The Arkansas Department of Health and organizations that focus on addressing health determinants of Black men will receive the information collected during the screenings.

“It’s well-documented that Black men often deal with situations that create a lot of stress in their life,” said Tiffany Haynes, Ph.D., associate professor in the college’s Department of Health Behavior and Health Education and assistant dean for Diversity, Equity and Inclusion. “Research shows that living through stressful situations as well as racism typically prompt Black men to drink in order to deal with the stress.”

Barbershop Talk participants will answer questions about their drinking habits and overall health. At barbershops that implement the program, the barber will receive a haircut payment for each of his clients who are screened. Thus, the client will get their haircut for free through the project.

“We want the men to think about what the alcohol is doing to their body,” Haynes said. “We want them to understand exactly what they’re doing to themselves especially when it involves dealing with stress.”

Ailments like cardiovascular disease and cancer can be a byproduct of alcohol abuse.

“That’s why we’re aiming to have barbershops throughout Arkansas host the program,” said Camille Hart, research program director for the Department of Health Behavior Health Education. “Going to where these men are is important. People are more apt to listen if you go to where they’re comfortable and willing to let their guard down.”

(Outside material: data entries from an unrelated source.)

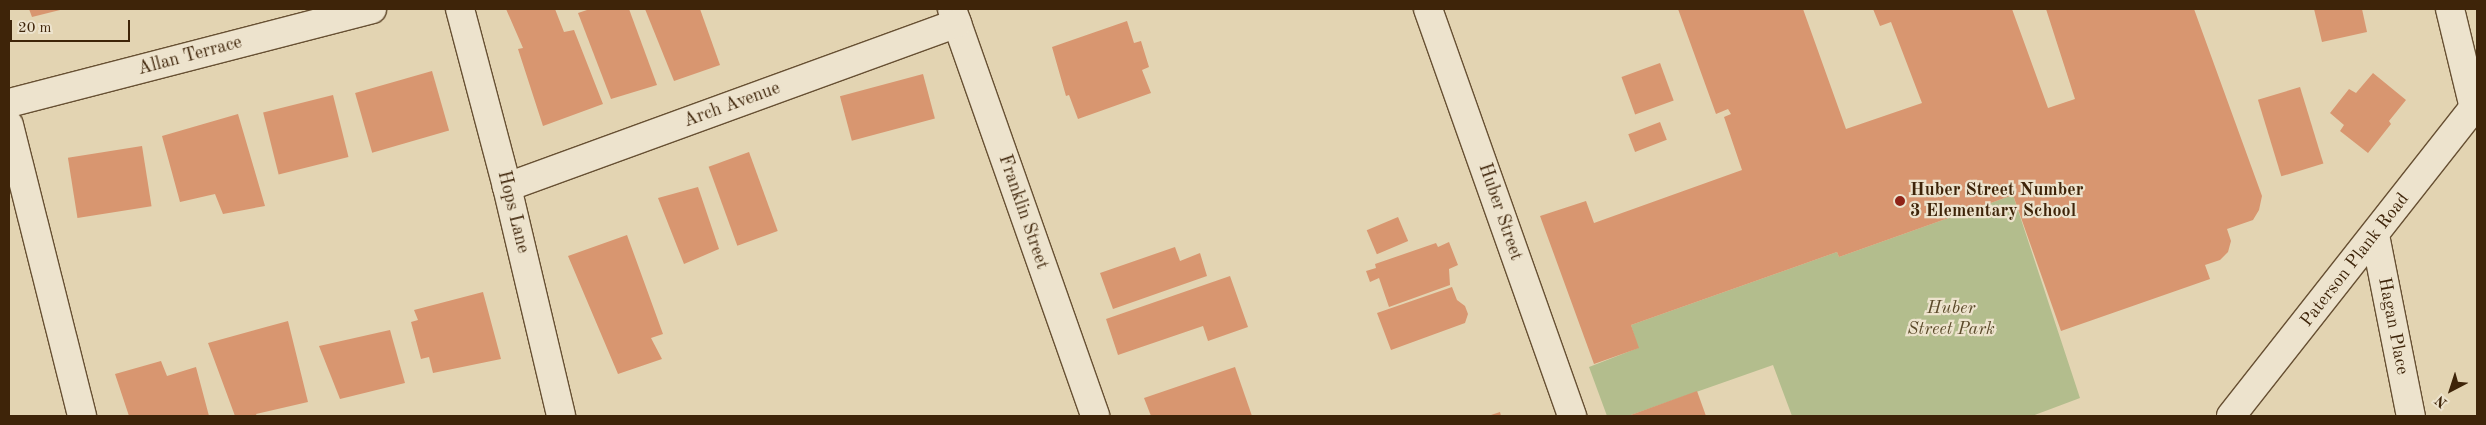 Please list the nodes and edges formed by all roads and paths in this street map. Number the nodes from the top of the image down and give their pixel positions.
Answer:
1 (372, 9) edge
2 (460, 9) edge
3 (1428, 9) edge
4 (2450, 9) edge
5 (955, 16) edge
6 (9, 104) edge
7 (2475, 106) edge
8 (9, 125) edge
9 (507, 187) junction
10 (2375, 235) junction
11 (82, 416) edge
12 (561, 416) edge
13 (1095, 416) edge
14 (1572, 416) edge
15 (2232, 416) edge
16 (2411, 416) edge

1 - 6 street, Allan Terrace
2 - 9 street, Hops Lane
3 - 14 street, Huber Street
4 - 7 street
5 - 9 street, Arch Avenue
5 - 13 street, Franklin Street
7 - 10 street, Paterson Plank Road
8 - 11 street
9 - 12 street, Hops Lane
10 - 15 street, Paterson Plank Road
10 - 16 street, Hagan Place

To help Barbershop Talk reach maximum success, organizers have used the assistance of specially selected groups of Black men to test the initiative.

Barbershop Talk has a steering committee comprised of Black male barbers. Haynes and Hart have also formed a community review board, and most of its members are Black men.

“We want to make sure we’re using Barbershop Talk in a way that keeps clients engaged,” Hart said. “The best way to do that is to get the honest feedback from the demographic this program is for.”

The candid nature of a typical barbershop dialogue is key. The honest discussions and answering of questions could result in breakthrough discoveries, according to Haynes.

“This is a chance for Black men to discuss their health in a way that’s judgment free and beneficial,” she said. “This can lead to men getting the kind of care they need. Barbershop Talk is a step toward increasing access to services so that no person is left behind.”